The Fe(IV) oxo species is obviously central to P450 reactivity, so a method that can accurately model transition metals is required. Standard semi-empirical methods are not up to the task. Consequently, umbrella sampling QM/MM MD simulations on P450 reactions have not yet been reported, as the results are unlikely to be reliable. Correlated ab initio methods are also not a generally practical option for modelling these systems at present, due to computational expense. The B3LYP density functional is a popular method for modelling P450-catalysed reactions, and has been shown to perform well for this type of system.9,30–33,35 A significant drawback of B3LYP, and many other density functionals, is the lack of treatment of dispersion interactions, the attractive part of van der Waals interactions. The dispersion interaction is missing in many density functionals because of the approximate manner in which electron correlation is modelled. Whilst this does not have an effect on the calculated electronic structure of Cpd I, it can lead to errors (typically overestimation) in calculations of energy barriers when modelling reactions. Several empirical corrections to add dispersion interactions to B3LYP have been developed, such as those by Grimme.36 Recent calculations with such a method (B3LYP-D) on several hydroxylation and epoxidation reactions of Cpd I show the importance of including dispersion effects:37 better agreement with experiment was observed, compared with similar calculations without the correction. The energy barriers were lowered, because the dispersion correction is greater for the transition state than the Michaelis complex: the substrate is closer to Cpd I in the transition state, and so is stabilized more by dispersion interactions than the reactant complex, due the R−6 dependence of the correction.
It is common practice to treat by QM a truncated model of Cpd I, in which all of the haem substituents are replaced by hydrogen atoms: this model system has an overall charge of zero. Previous calculations on Cpd I of P450cam have shown the importance of allowing sufficient relaxation of the system in minimization, and correct treatment of protonation states and hydrogen bonding (e.g. of the haem propionates, if these are included in the QM region).30,38 The appropriate degree of truncation of the cysteinate ligand for QM or QM/MM calculations is a matter of debate. Some groups recommend modelling the cysteine side chain as a thiolate group (−SH), while others choose a methyl mercaptide ligand (−SCH3) or the entire cysteine residue, suitably ‘capped’ by hydrogen atoms. It has been suggested that the thiolate group results in a more accurate description of the Cpd I wavefunction in QM calculations on cluster models,32 whereas the methyl mercaptide ligand is more representative in QM/MM models. The differing suitability of the two different cysteine models is because small cluster models typically lack groups that donate hydrogen bonds to the thiolate group in the protein, but these hydrogen bonds are included in larger (e.g. QM/MM) models. The electronic structure of Cpd I is quite sensitive to the hydrogen-bonding environment of the cysteinate sulfur.33
To begin mechanistic calculations, the first step is to carry out a calculation on the QM or QM/MM model of Cpd I in its quartet state, using either a restricted or unrestricted open-shell DFT approach.
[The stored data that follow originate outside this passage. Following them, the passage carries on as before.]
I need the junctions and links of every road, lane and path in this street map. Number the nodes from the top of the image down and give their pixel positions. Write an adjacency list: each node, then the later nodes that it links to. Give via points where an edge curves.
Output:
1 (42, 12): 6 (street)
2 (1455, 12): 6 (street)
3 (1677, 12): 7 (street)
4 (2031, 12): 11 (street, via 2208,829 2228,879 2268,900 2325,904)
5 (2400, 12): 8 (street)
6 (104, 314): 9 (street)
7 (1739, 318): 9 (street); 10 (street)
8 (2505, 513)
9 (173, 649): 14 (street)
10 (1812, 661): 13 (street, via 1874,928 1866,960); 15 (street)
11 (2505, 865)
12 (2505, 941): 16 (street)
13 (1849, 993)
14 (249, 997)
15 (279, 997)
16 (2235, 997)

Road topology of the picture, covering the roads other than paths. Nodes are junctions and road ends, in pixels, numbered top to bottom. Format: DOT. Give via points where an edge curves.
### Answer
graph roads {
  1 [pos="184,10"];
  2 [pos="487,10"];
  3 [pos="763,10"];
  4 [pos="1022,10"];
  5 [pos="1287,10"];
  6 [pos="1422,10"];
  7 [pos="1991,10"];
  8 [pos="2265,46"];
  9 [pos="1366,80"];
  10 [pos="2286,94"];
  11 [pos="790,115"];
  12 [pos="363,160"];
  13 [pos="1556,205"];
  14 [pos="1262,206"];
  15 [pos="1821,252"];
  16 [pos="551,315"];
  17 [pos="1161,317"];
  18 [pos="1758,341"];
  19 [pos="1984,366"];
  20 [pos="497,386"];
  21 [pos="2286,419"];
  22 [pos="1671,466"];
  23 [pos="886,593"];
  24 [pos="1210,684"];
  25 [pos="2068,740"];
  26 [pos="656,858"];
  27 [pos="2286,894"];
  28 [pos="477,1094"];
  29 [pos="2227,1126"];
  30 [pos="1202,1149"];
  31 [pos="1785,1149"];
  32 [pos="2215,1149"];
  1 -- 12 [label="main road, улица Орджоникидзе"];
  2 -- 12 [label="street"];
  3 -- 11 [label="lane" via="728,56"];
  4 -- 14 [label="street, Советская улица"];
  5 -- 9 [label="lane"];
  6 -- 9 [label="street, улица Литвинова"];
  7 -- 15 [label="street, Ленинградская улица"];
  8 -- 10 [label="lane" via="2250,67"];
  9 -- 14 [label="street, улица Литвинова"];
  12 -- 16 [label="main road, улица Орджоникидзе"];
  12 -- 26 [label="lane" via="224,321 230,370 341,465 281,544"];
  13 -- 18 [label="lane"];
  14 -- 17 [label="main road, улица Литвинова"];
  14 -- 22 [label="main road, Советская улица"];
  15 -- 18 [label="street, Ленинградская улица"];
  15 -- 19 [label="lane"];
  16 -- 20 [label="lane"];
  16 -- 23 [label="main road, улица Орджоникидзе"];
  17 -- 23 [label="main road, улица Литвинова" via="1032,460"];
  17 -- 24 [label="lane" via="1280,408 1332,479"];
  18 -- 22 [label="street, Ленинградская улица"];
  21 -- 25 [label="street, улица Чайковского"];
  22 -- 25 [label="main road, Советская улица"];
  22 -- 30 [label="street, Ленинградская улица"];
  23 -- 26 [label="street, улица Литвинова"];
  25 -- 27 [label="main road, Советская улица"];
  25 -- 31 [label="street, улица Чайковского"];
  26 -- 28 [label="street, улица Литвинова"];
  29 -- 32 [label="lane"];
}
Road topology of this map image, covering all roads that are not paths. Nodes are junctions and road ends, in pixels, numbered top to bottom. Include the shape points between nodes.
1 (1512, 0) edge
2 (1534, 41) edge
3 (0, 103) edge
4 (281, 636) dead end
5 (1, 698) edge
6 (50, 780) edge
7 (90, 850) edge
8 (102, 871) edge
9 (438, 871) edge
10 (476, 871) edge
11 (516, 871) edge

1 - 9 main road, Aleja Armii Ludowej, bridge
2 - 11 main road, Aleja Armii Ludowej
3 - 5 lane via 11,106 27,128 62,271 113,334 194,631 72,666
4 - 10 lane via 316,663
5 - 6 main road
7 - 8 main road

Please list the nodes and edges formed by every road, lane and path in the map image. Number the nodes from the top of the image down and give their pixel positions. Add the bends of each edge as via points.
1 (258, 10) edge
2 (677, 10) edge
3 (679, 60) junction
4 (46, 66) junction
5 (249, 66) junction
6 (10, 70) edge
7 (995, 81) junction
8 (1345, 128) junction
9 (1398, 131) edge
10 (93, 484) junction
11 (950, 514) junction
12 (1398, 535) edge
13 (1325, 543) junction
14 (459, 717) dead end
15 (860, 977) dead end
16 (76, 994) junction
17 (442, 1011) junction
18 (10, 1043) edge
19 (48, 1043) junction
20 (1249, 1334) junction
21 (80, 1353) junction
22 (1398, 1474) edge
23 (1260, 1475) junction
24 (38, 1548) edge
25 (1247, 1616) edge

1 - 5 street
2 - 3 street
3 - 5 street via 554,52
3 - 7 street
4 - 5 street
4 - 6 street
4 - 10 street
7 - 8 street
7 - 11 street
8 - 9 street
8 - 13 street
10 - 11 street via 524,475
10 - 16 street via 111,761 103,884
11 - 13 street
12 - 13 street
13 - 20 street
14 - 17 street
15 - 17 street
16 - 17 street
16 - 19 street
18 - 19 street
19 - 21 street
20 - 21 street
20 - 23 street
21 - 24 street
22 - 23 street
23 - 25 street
The doublet ground state is more difficult to obtain initially, as is explained below. In the restricted approach the alpha and beta electrons are assigned to the same set of molecular orbitals, whereas in the unrestricted approach the alpha and beta electrons have separate orbitals. The latter approach is often required for open-shell systems. Convergence to the ‘correct’ quartet state (see above) is usually facile with modern electronic structure packages with high-quality initial guesses (see below) and good SCF optimization routines. The initial guess is the trial wavefunction that is used as a starting point for the electronic structure program. The quartet state has three unpaired electrons; two are located in Fe–O π* orbitals and the remaining one is distributed amongst the sulfur pπ orbital and the meso carbons of the haem (termed the a2u orbital), as shown in Fig. 9. As in QM studies of open-shell transition metal species, the converged solution should be carefully checked (by inspecting molecular orbitals, atomic charges, atomic spin densities etc.) to ensure that it corresponds to the expected one. This can be done either by detailed inspection of the output file or by visualization of the molecular orbitals. The doublet electronic state of Cpd I, in contrast, usually cannot be obtained from the software's initial guess, which tends to converge instead to higher energy doublet states with very different orbital occupations. The correct solution can be obtained by using a modified form of the converged orbitals for the quartet state, with orbital occupations changed to effectively switch the spin of the a2u electron. This is done most conveniently starting from a set of restricted open shell DFT orbitals. The resulting initial guess can then be used to optimize the doublet state wavefunction and then the associated geometry. An unrestricted open-shell density functional treatment is needed for these calculations, as the occupation pattern of alpha and beta orbitals differs. This approach should yield the correct ground-state (doublet) wavefunction for Cpd I.
![]() | ||
Fig. 9 Schematic representation of the singly occupied molecular orbitals in a truncated model of Compound I, the active species in cytochrome P450, in the quartet spin state. The alternative spin orientation for the electron in the a2u + pσ (S) orbital shown in parentheses corresponds to the doublet spin state. The doublet and quartet spin states are close in energy and hence both can be involved in reaction.29,32,33 |
Transition state theory underlies the comparison of calculated barriers with experimental rate constants: there is much evidence that transition state theory provides a good general framework for enzyme-catalysed reactions. It is a theory that accounts for the rates of chemical reactions in terms of free energy differences between reactants and transition state; it is not the theory that enzymes stabilize the transition state (as first proposed by Pauling).
![]() | (3) |
It is possible to calculate activation free energies for some enzyme reactions in very good agreement with experiment, as discussed in section 5.2 below. Even simple calculations of potential energy barriers can be useful and predictive, however. This is shown, for example, by the excellent correlation between potential energy barriers and (the log of) experimental rate constants for two enzymes, phenol hydroxylase (PH) and para-hydroxybenzoate hydroxylase (PHBH), for series of alternative substrates. PH and PHBH are flavin-dependent enzymes that catalyse the hydroxylation of phenols, with high specificity. This is an important step in the microbial degradation of aromatic compounds, such as lignin from wood. Various substituted phenols are also hydroxylated by these enzymes, including halophenols, hence reactions catalysed by PH and PHBH have potential applications in the detoxification of aromatic pollutants.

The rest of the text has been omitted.